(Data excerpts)
%%

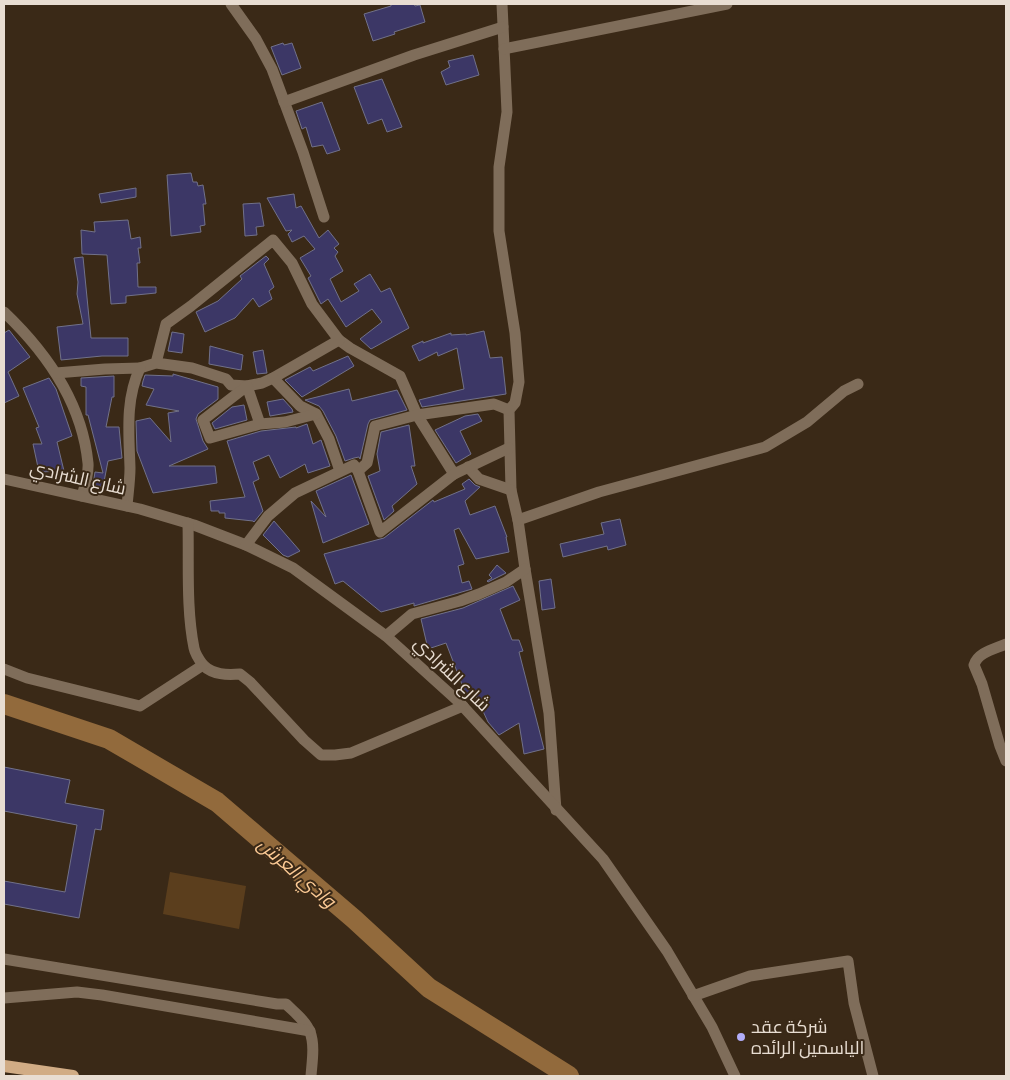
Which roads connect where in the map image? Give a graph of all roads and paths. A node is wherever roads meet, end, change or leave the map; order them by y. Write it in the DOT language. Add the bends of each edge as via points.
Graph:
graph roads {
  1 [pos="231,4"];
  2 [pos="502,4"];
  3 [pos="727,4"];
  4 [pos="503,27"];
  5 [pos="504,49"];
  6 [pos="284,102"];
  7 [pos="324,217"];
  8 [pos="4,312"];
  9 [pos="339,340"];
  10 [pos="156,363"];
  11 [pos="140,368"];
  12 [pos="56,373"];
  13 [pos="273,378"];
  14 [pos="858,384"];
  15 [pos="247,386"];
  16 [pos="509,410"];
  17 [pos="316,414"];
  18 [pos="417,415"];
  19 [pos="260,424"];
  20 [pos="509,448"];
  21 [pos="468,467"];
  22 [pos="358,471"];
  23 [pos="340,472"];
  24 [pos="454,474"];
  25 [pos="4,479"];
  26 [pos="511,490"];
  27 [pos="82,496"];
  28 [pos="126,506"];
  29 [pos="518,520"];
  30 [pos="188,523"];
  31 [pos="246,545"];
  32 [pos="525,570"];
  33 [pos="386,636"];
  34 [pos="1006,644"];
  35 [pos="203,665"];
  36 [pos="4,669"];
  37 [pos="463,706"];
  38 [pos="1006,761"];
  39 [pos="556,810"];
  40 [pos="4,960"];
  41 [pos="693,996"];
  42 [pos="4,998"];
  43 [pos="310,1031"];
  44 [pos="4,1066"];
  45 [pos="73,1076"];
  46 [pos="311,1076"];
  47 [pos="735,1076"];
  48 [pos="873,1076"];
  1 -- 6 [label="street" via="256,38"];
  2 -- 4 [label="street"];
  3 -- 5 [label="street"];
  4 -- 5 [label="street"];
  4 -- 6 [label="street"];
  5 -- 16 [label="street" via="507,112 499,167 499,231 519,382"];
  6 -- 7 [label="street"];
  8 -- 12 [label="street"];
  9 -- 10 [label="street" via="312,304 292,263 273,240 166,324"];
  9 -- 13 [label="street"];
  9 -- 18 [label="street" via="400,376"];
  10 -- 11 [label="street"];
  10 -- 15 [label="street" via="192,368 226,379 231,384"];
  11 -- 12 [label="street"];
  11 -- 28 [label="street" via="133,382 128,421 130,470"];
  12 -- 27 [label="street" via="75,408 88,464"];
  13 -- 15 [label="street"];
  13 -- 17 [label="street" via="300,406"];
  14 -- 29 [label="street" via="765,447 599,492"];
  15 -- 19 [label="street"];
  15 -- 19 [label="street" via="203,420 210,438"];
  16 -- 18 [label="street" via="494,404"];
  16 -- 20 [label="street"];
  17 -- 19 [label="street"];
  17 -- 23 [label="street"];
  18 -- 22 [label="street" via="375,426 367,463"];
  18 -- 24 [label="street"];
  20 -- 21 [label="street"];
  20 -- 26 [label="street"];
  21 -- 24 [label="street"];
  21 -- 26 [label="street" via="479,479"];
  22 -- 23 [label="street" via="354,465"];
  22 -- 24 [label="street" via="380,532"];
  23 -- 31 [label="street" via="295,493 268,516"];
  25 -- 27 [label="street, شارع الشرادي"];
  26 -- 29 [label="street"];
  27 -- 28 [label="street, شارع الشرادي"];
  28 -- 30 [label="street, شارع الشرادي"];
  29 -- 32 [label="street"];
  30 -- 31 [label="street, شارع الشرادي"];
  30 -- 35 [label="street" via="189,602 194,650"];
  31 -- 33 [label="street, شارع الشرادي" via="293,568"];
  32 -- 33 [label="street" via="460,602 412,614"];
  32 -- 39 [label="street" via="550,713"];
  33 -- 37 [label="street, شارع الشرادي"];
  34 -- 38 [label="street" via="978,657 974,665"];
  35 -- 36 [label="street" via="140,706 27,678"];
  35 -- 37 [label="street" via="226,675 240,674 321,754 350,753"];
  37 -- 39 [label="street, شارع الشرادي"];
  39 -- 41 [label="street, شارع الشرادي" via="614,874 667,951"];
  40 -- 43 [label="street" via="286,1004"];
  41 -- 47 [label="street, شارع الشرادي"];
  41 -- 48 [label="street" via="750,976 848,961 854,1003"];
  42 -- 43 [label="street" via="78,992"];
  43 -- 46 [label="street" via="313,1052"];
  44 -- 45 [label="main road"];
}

%%

[What is expected]
Where a line in the entries holds "شارع", copy that line.

[Solution to this exercise]
  25 -- 27 [label="street, شارع الشرادي"];
  27 -- 28 [label="street, شارع الشرادي"];
  28 -- 30 [label="street, شارع الشرادي"];
  30 -- 31 [label="street, شارع الشرادي"];
  31 -- 33 [label="street, شارع الشرادي" via="293,568"];
  33 -- 37 [label="street, شارع الشرادي"];
  37 -- 39 [label="street, شارع الشرادي"];
  39 -- 41 [label="street, شارع الشرادي" via="614,874 667,951"];
  41 -- 47 [label="street, شارع الشرادي"];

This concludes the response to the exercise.